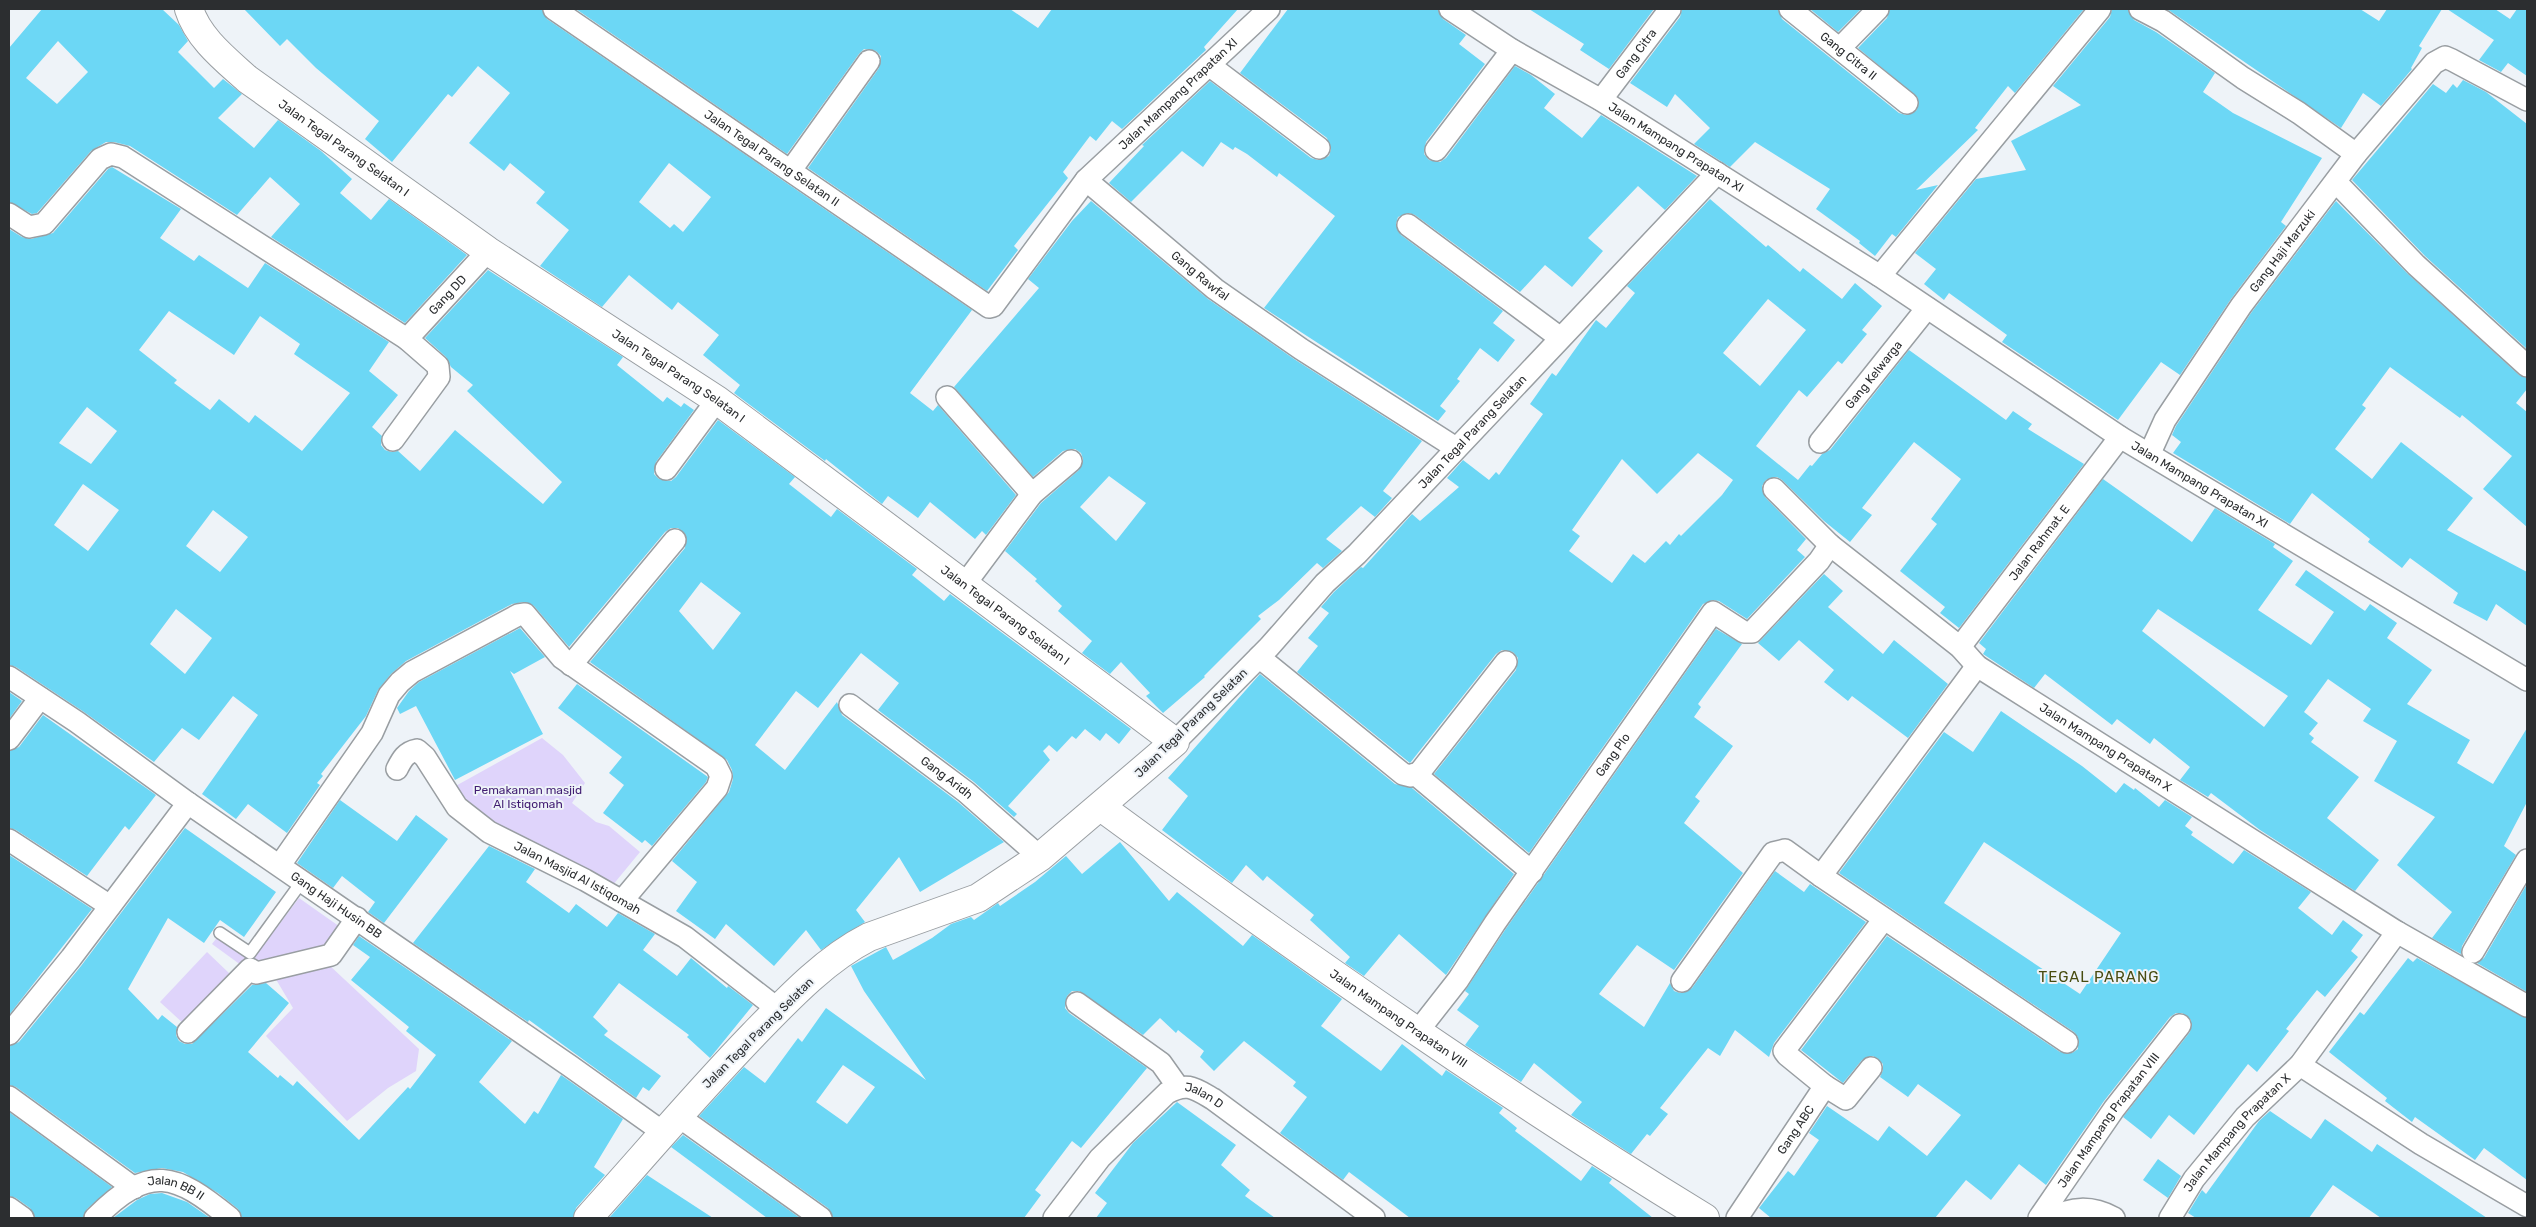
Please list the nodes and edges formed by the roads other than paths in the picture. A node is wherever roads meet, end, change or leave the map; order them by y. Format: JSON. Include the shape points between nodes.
{"nodes":[{"id":1,"x":189,"y":9,"type":"edge"},
{"id":2,"x":554,"y":9,"type":"edge"},
{"id":3,"x":1269,"y":9,"type":"edge"},
{"id":4,"x":1450,"y":9,"type":"edge"},
{"id":5,"x":1670,"y":9,"type":"edge"},
{"id":6,"x":1790,"y":9,"type":"edge"},
{"id":7,"x":1878,"y":9,"type":"edge"},
{"id":8,"x":2100,"y":9,"type":"edge"},
{"id":9,"x":2140,"y":9,"type":"edge"},
{"id":10,"x":2165,"y":15,"type":"edge"},
{"id":11,"x":1474,"y":16,"type":"edge"},
{"id":12,"x":1840,"y":48,"type":"junction"},
{"id":13,"x":1512,"y":50,"type":"junction"},
{"id":14,"x":869,"y":61,"type":"dead end"},
{"id":15,"x":1209,"y":65,"type":"junction"},
{"id":16,"x":1601,"y":100,"type":"junction"},
{"id":17,"x":2527,"y":100,"type":"edge"},
{"id":18,"x":1908,"y":103,"type":"dead end"},
{"id":19,"x":1319,"y":148,"type":"dead end"},
{"id":20,"x":1436,"y":150,"type":"dead end"},
{"id":21,"x":2356,"y":154,"type":"junction"},
{"id":22,"x":791,"y":170,"type":"junction"},
{"id":23,"x":1717,"y":173,"type":"junction"},
{"id":24,"x":1086,"y":180,"type":"junction"},
{"id":25,"x":2336,"y":182,"type":"junction"},
{"id":26,"x":9,"y":214,"type":"edge"},
{"id":27,"x":1408,"y":225,"type":"dead end"},
{"id":28,"x":488,"y":251,"type":"junction"},
{"id":29,"x":1880,"y":276,"type":"junction"},
{"id":30,"x":1927,"y":308,"type":"junction"},
{"id":31,"x":1559,"y":338,"type":"junction"},
{"id":32,"x":407,"y":339,"type":"junction"},
{"id":33,"x":2527,"y":366,"type":"edge"},
{"id":34,"x":947,"y":397,"type":"dead end"},
{"id":35,"x":717,"y":400,"type":"junction"},
{"id":36,"x":2120,"y":437,"type":"junction"},
{"id":37,"x":393,"y":440,"type":"dead end"},
{"id":38,"x":1820,"y":442,"type":"dead end"},
{"id":39,"x":1456,"y":448,"type":"junction"},
{"id":40,"x":2150,"y":453,"type":"junction"},
{"id":41,"x":1071,"y":461,"type":"dead end"},
{"id":42,"x":666,"y":469,"type":"dead end"},
{"id":43,"x":1774,"y":489,"type":"dead end"},
{"id":44,"x":1032,"y":494,"type":"junction"},
{"id":45,"x":675,"y":540,"type":"dead end"},
{"id":46,"x":1830,"y":545,"type":"junction"},
{"id":47,"x":965,"y":584,"type":"junction"},
{"id":48,"x":1960,"y":647,"type":"junction"},
{"id":49,"x":1259,"y":657,"type":"junction"},
{"id":50,"x":1506,"y":662,"type":"dead end"},
{"id":51,"x":571,"y":665,"type":"junction"},
{"id":52,"x":1977,"y":666,"type":"junction"},
{"id":53,"x":9,"y":678,"type":"edge"},
{"id":54,"x":2527,"y":680,"type":"edge"},
{"id":55,"x":40,"y":698,"type":"junction"},
{"id":56,"x":850,"y":705,"type":"dead end"},
{"id":57,"x":9,"y":739,"type":"edge"},
{"id":58,"x":1175,"y":742,"type":"junction"},
{"id":59,"x":397,"y":769,"type":"dead end"},
{"id":60,"x":1415,"y":774,"type":"junction"},
{"id":61,"x":188,"y":803,"type":"junction"},
{"id":62,"x":1101,"y":807,"type":"junction"},
{"id":63,"x":9,"y":840,"type":"edge"},
{"id":64,"x":1040,"y":857,"type":"junction"},
{"id":65,"x":2527,"y":860,"type":"edge"},
{"id":66,"x":280,"y":865,"type":"junction"},
{"id":67,"x":1532,"y":872,"type":"junction"},
{"id":68,"x":1822,"y":876,"type":"junction"},
{"id":69,"x":303,"y":880,"type":"junction"},
{"id":70,"x":622,"y":901,"type":"junction"},
{"id":71,"x":110,"y":906,"type":"junction"},
{"id":72,"x":357,"y":918,"type":"junction"},
{"id":73,"x":1884,"y":919,"type":"junction"},
{"id":74,"x":2397,"y":932,"type":"junction"},
{"id":75,"x":220,"y":933,"type":"dead end"},
{"id":76,"x":2473,"y":952,"type":"dead end"},
{"id":77,"x":1682,"y":981,"type":"dead end"},
{"id":78,"x":1077,"y":1003,"type":"dead end"},
{"id":79,"x":2527,"y":1006,"type":"edge"},
{"id":80,"x":778,"y":1009,"type":"junction"},
{"id":81,"x":2180,"y":1025,"type":"dead end"},
{"id":82,"x":1418,"y":1031,"type":"junction"},
{"id":83,"x":188,"y":1032,"type":"dead end"},
{"id":84,"x":9,"y":1034,"type":"edge"},
{"id":85,"x":2067,"y":1042,"type":"dead end"},
{"id":86,"x":2300,"y":1064,"type":"junction"},
{"id":87,"x":1871,"y":1068,"type":"dead end"},
{"id":88,"x":1825,"y":1086,"type":"junction"},
{"id":89,"x":1178,"y":1087,"type":"junction"},
{"id":90,"x":9,"y":1097,"type":"edge"},
{"id":91,"x":671,"y":1125,"type":"junction"},
{"id":92,"x":134,"y":1188,"type":"junction"},
{"id":93,"x":2527,"y":1206,"type":"edge"},
{"id":94,"x":9,"y":1208,"type":"edge"},
{"id":95,"x":24,"y":1218,"type":"edge"},
{"id":96,"x":95,"y":1218,"type":"edge"},
{"id":97,"x":230,"y":1218,"type":"edge"},
{"id":98,"x":588,"y":1218,"type":"edge"},
{"id":99,"x":822,"y":1218,"type":"edge"},
{"id":100,"x":1054,"y":1218,"type":"edge"},
{"id":101,"x":1374,"y":1218,"type":"edge"},
{"id":102,"x":1705,"y":1218,"type":"edge"},
{"id":103,"x":1737,"y":1218,"type":"edge"},
{"id":104,"x":2039,"y":1218,"type":"edge"},
{"id":105,"x":2048,"y":1218,"type":"edge"},
{"id":106,"x":2114,"y":1218,"type":"edge"},
{"id":107,"x":2170,"y":1218,"type":"edge"}],
"edges":[{"from":1,"to":28,"type":"street","name":"Jalan Tegal Parang Selatan I","via":[[214,49],[247,79]]},
{"from":2,"to":22,"type":"street","name":"Jalan Tegal Parang Selatan II"},
{"from":3,"to":15,"type":"street","name":"Jalan Mampang Prapatan XI"},
{"from":4,"to":11,"type":"street","name":"Jalan Mampang Prapatan XI"},
{"from":5,"to":16,"type":"street","name":"Gang Citra"},
{"from":6,"to":12,"type":"street","name":"Gang Citra II"},
{"from":7,"to":12,"type":"street"},
{"from":8,"to":29,"type":"street"},
{"from":9,"to":10,"type":"street"},
{"from":10,"to":21,"type":"street","via":[[2243,78]]},
{"from":11,"to":13,"type":"street","name":"Jalan Mampang Prapatan XI"},
{"from":12,"to":18,"type":"street","name":"Gang Citra II"},
{"from":13,"to":16,"type":"street","name":"Jalan Mampang Prapatan XI"},
{"from":13,"to":20,"type":"street"},
{"from":14,"to":22,"type":"street"},
{"from":15,"to":19,"type":"street"},
{"from":15,"to":24,"type":"street","name":"Jalan Mampang Prapatan XI"},
{"from":16,"to":23,"type":"street","name":"Jalan Mampang Prapatan XI"},
{"from":17,"to":21,"type":"street","name":"Gang Haji Marzuki","via":[[2445,58],[2434,63]]},
{"from":21,"to":25,"type":"street","name":"Gang Haji Marzuki"},
{"from":22,"to":24,"type":"street","name":"Jalan Tegal Parang Selatan II","via":[[989,307],[993,306]]},
{"from":23,"to":29,"type":"street","name":"Jalan Mampang Prapatan XI"},
{"from":23,"to":31,"type":"street","name":"Jalan Tegal Parang Selatan"},
{"from":24,"to":39,"type":"street","name":"Gang Rawfal","via":[[1215,289],[1301,349]]},
{"from":25,"to":33,"type":"street","via":[[2416,265]]},
{"from":25,"to":40,"type":"street","name":"Gang Haji Marzuki","via":[[2241,306],[2165,420]]},
{"from":26,"to":32,"type":"street","via":[[29,227],[44,224],[100,159],[112,154],[123,157]]},
{"from":27,"to":31,"type":"street"},
{"from":28,"to":32,"type":"street","name":"Gang DD"},
{"from":28,"to":35,"type":"street","name":"Jalan Tegal Parang Selatan I"},
{"from":29,"to":30,"type":"street","name":"Jalan Mampang Prapatan XI"},
{"from":30,"to":36,"type":"street","name":"Jalan Mampang Prapatan XI"},
{"from":30,"to":38,"type":"street","name":"Gang Kelwarga"},
{"from":31,"to":39,"type":"street","name":"Jalan Tegal Parang Selatan"},
{"from":32,"to":37,"type":"street","via":[[440,371],[439,377]]},
{"from":34,"to":44,"type":"street"},
{"from":35,"to":42,"type":"street"},
{"from":35,"to":47,"type":"street","name":"Jalan Tegal Parang Selatan I"},
{"from":36,"to":40,"type":"street","name":"Jalan Mampang Prapatan XI"},
{"from":36,"to":48,"type":"street","name":"Jalan Rahmat. E"},
{"from":39,"to":49,"type":"street","name":"Jalan Tegal Parang Selatan","via":[[1357,554],[1325,583]]},
{"from":40,"to":54,"type":"street","name":"Jalan Mampang Prapatan XI"},
{"from":41,"to":44,"type":"street"},
{"from":43,"to":46,"type":"street","name":"Jalan Mampang Prapatan X"},
{"from":44,"to":47,"type":"street"},
{"from":45,"to":51,"type":"street"},
{"from":46,"to":48,"type":"street","name":"Jalan Mampang Prapatan X"},
{"from":46,"to":67,"type":"street","name":"Gang Plo","via":[[1752,632],[1744,632],[1714,612]]},
{"from":47,"to":58,"type":"street","name":"Jalan Tegal Parang Selatan I"},
{"from":48,"to":52,"type":"street","name":"Jalan Mampang Prapatan X"},
{"from":49,"to":58,"type":"street","name":"Jalan Tegal Parang Selatan"},
{"from":49,"to":60,"type":"street","via":[[1403,774]]},
{"from":50,"to":60,"type":"street"},
{"from":51,"to":66,"type":"street","via":[[525,614],[412,672],[389,695],[372,733]]},
{"from":51,"to":70,"type":"street","via":[[716,766],[721,776],[717,788]]},
{"from":52,"to":68,"type":"street"},
{"from":52,"to":74,"type":"street","name":"Jalan Mampang Prapatan X"},
{"from":53,"to":55,"type":"street","name":"Gang Haji Husin BB"},
{"from":55,"to":57,"type":"street"},
{"from":55,"to":61,"type":"street","name":"Gang Haji Husin BB"},
{"from":56,"to":64,"type":"street","name":"Gang Aridh","via":[[966,792]]},
{"from":58,"to":62,"type":"street","name":"Jalan Tegal Parang Selatan"},
{"from":59,"to":70,"type":"street","name":"Jalan Masjid Al Istiqomah","via":[[402,758],[417,750],[425,757],[457,807],[489,832]]},
{"from":60,"to":67,"type":"street"},
{"from":61,"to":66,"type":"street","name":"Gang Haji Husin BB"},
{"from":61,"to":71,"type":"street"},
{"from":62,"to":64,"type":"street","name":"Jalan Tegal Parang Selatan"},
{"from":62,"to":82,"type":"street","name":"Jalan Mampang Prapatan VIII","via":[[1247,914]]},
{"from":63,"to":71,"type":"street"},
{"from":64,"to":80,"type":"street","name":"Jalan Tegal Parang Selatan","via":[[978,898],[855,945]]},
{"from":65,"to":76,"type":"street"},
{"from":66,"to":69,"type":"street","name":"Gang Haji Husin BB"},
{"from":67,"to":82,"type":"street","name":"Gang Plo","via":[[1458,980]]},
{"from":68,"to":73,"type":"street"},
{"from":68,"to":77,"type":"street","via":[[1785,850],[1773,853]]},
{"from":69,"to":72,"type":"street","name":"Gang Haji Husin BB"},
{"from":69,"to":75,"type":"lane","via":[[250,953]]},
{"from":70,"to":80,"type":"street","name":"Jalan Masjid Al Istiqomah","via":[[685,937]]},
{"from":71,"to":84,"type":"street"},
{"from":72,"to":83,"type":"street","via":[[331,955],[256,973],[250,969]]},
{"from":72,"to":91,"type":"street","name":"Gang Haji Husin BB"},
{"from":73,"to":85,"type":"street"},
{"from":73,"to":88,"type":"street","via":[[1784,1051]]},
{"from":74,"to":79,"type":"street","name":"Jalan Mampang Prapatan X"},
{"from":74,"to":86,"type":"street","name":"Jalan Mampang Prapatan X"},
{"from":78,"to":89,"type":"street","via":[[1161,1063]]},
{"from":80,"to":91,"type":"street","name":"Jalan Tegal Parang Selatan","via":[[716,1072]]},
{"from":81,"to":104,"type":"street","name":"Jalan Mampang Prapatan VIII","via":[[2093,1137]]},
{"from":82,"to":102,"type":"street","name":"Jalan Mampang Prapatan VIII","via":[[1600,1154]]},
{"from":86,"to":93,"type":"street","via":[[2420,1144]]},
{"from":86,"to":107,"type":"street","name":"Jalan Mampang Prapatan X","via":[[2245,1117],[2194,1180]]},
{"from":87,"to":88,"type":"street","via":[[1846,1099]]},
{"from":88,"to":103,"type":"street","name":"Gang ABC"},
{"from":89,"to":100,"type":"street","name":"Jalan D","via":[[1167,1093],[1100,1158]]},
{"from":89,"to":101,"type":"street","name":"Jalan D","via":[[1194,1088],[1213,1099]]},
{"from":90,"to":92,"type":"street"},
{"from":91,"to":98,"type":"street","name":"Jalan Tegal Parang Selatan"},
{"from":91,"to":99,"type":"street","name":"Gang Haji Husin BB"},
{"from":92,"to":96,"type":"street","name":"Jalan BB II","via":[[109,1204]]},
{"from":92,"to":97,"type":"street","name":"Jalan BB II","via":[[158,1178],[176,1182],[192,1189]]},
{"from":94,"to":95,"type":"street"},
{"from":105,"to":106,"type":"street","via":[[2083,1208]]}]}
****************
▸ PROBLEM TO SOLVE
Scan the records for the word "Citra". Copy each line where it turns up.

▸ EXPECTED ANSWER
{"from":5,"to":16,"type":"street","name":"Gang Citra"},
{"from":6,"to":12,"type":"street","name":"Gang Citra II"},
{"from":12,"to":18,"type":"street","name":"Gang Citra II"},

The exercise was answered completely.